Cold Plunges: Separating Hype from Science
🧊Cold plunges are everywhere on social media. But what does science actually say about ice baths?
In this first episode, we explore:
The rise of cold plunges and where the hype began (spoiler: podcasts, dopamine, and Wim Hof ).
What the science actually says about mood, metabolism, inflammation, immunity, and longevity.
Where the benefits are real — and where influencers are seriously overreaching.
The hidden downsides: blunted muscle growth, overhyped fat loss, and actual health risks.

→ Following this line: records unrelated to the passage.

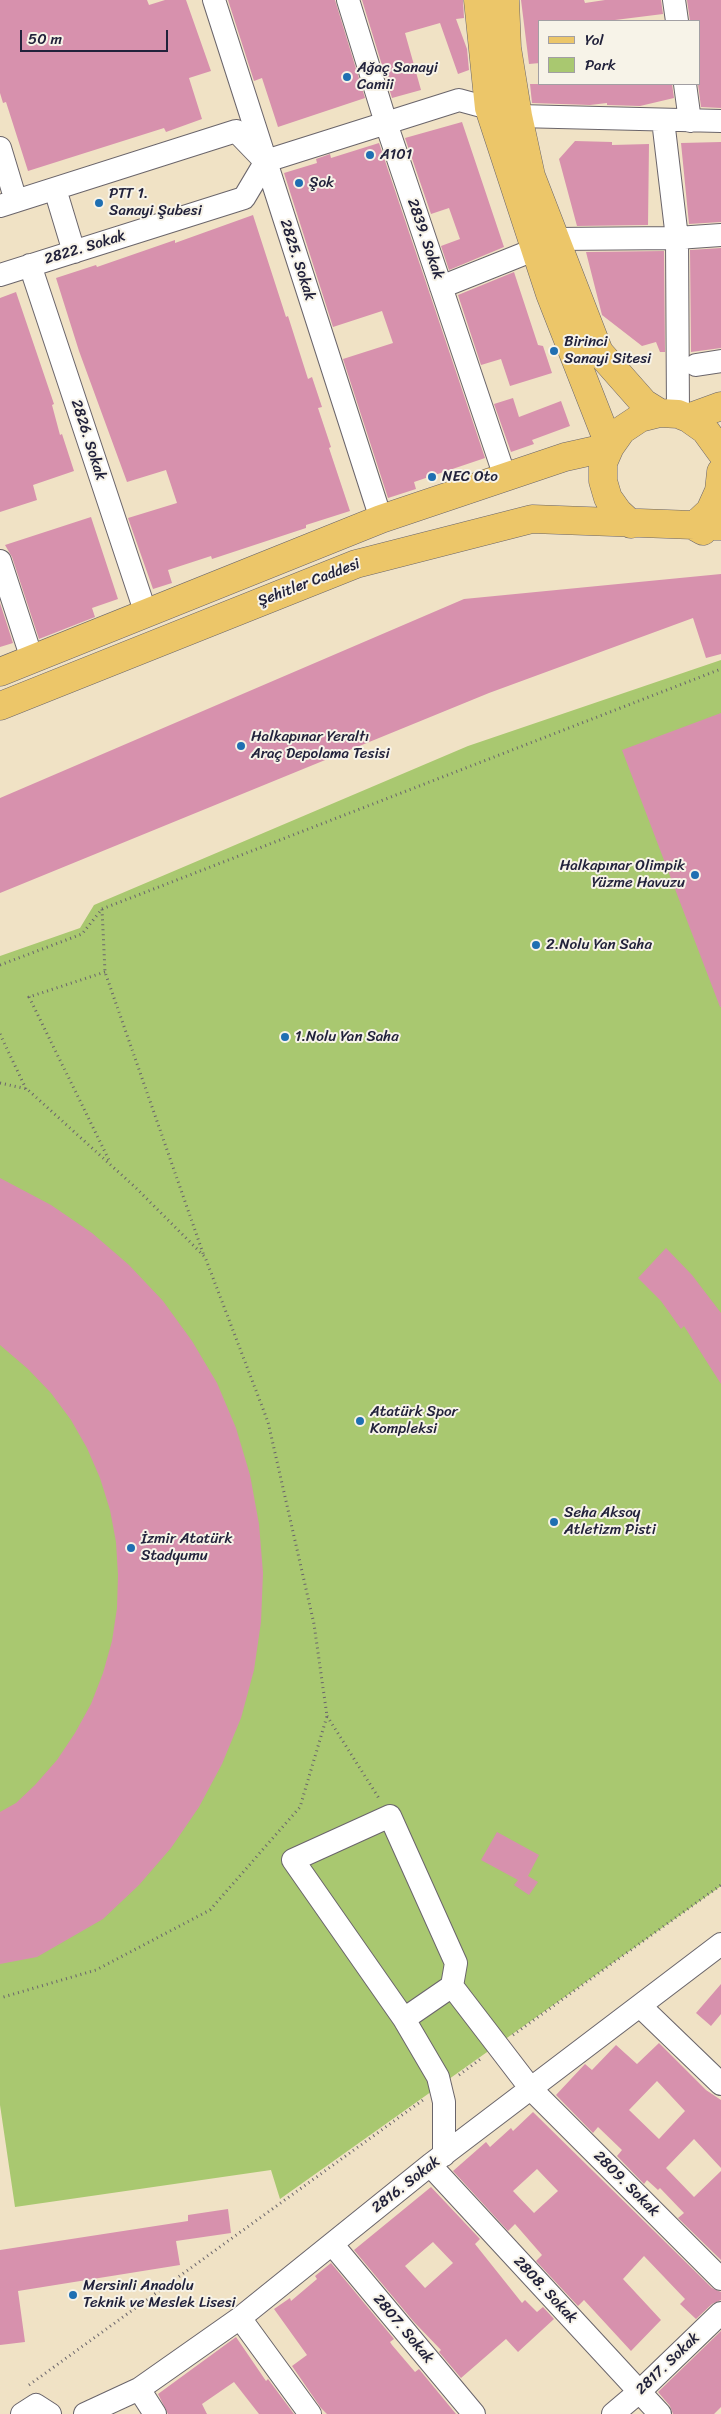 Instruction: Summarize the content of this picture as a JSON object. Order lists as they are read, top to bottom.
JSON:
{
  "streets": {
    "main road": ["Şehitler Caddesi"],
    "street": [
      "2839. Sokak",
      "2822. Sokak",
      "2825. Sokak",
      "2826. Sokak",
      "2809. Sokak",
      "2816. Sokak",
      "2808. Sokak",
      "2807. Sokak",
      "2817. Sokak"
    ]
  },
  "crossings": [
    ["2839. Sokak", "Şehitler Caddesi"],
    ["2822. Sokak", "2825. Sokak"],
    ["2822. Sokak", "2826. Sokak"],
    ["2825. Sokak", "Şehitler Caddesi"],
    ["2826. Sokak", "Şehitler Caddesi"],
    ["2809. Sokak", "2816. Sokak"],
    ["2816. Sokak", "2808. Sokak"],
    ["2816. Sokak", "2807. Sokak"],
    ["2808. Sokak", "2817. Sokak"]
  ],
  "places": [
    "Ağaç Sanayi Camii",
    "A101",
    "Şok",
    "PTT 1. Sanayi Şubesi",
    "Birinci Sanayi Sitesi",
    "NEC Oto",
    "Halkapınar Yeraltı Araç Depolama Tesisi",
    "Halkapınar Olimpik Yüzme Havuzu",
    "2.Nolu Yan Saha",
    "1.Nolu Yan Saha",
    "Atatürk Spor Kompleksi",
    "Seha Aksoy Atletizm Pisti",
    "İzmir Atatürk Stadyumu",
    "Mersinli Anadolu Teknik ve Meslek Lisesi"
  ],
  "legend": ["Yol", "Park"],
  "scale_bar": "50 m"
}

Who might benefit (athletes, anxious minds, metabolic tuning) — and who should skip the ice.
Let’s jump in (pun)!
1. Popular Claims & Where They Originated
Cold plunges (2–10 minute immersions in ~10–15°C water) are touted to “do everything” for health. Common claims include: improved mood and mental health, reduced inflammation and faster recovery, boosted metabolism and fat loss via brown fat, enhanced immunity (fewer colds), and even anti-aging or longevity effects.
I remember the first time I heard about it ( either Joe Rogan or Andrew Huberman), and I jumped in the (literally) the pool (boy was I wrong!).
The OG of ice-baths is “Iceman” Wim Hof, who popularised cold exposure by claiming it boosts immune resistance; this was amplified on podcasts and documentaries. Likewise, neuroscientist Andrew Huberman’s podcast cited a study showing dopamine levels spiked 250% after an hour-long icy bath – leading him to claim that even brief cold exposure causes a “lasting increase in dopamine and sustained elevation of mood”. Such soundbites spread widely on social media, fueling the notion that a daily cold plunge is a quick biohack for happiness and focus.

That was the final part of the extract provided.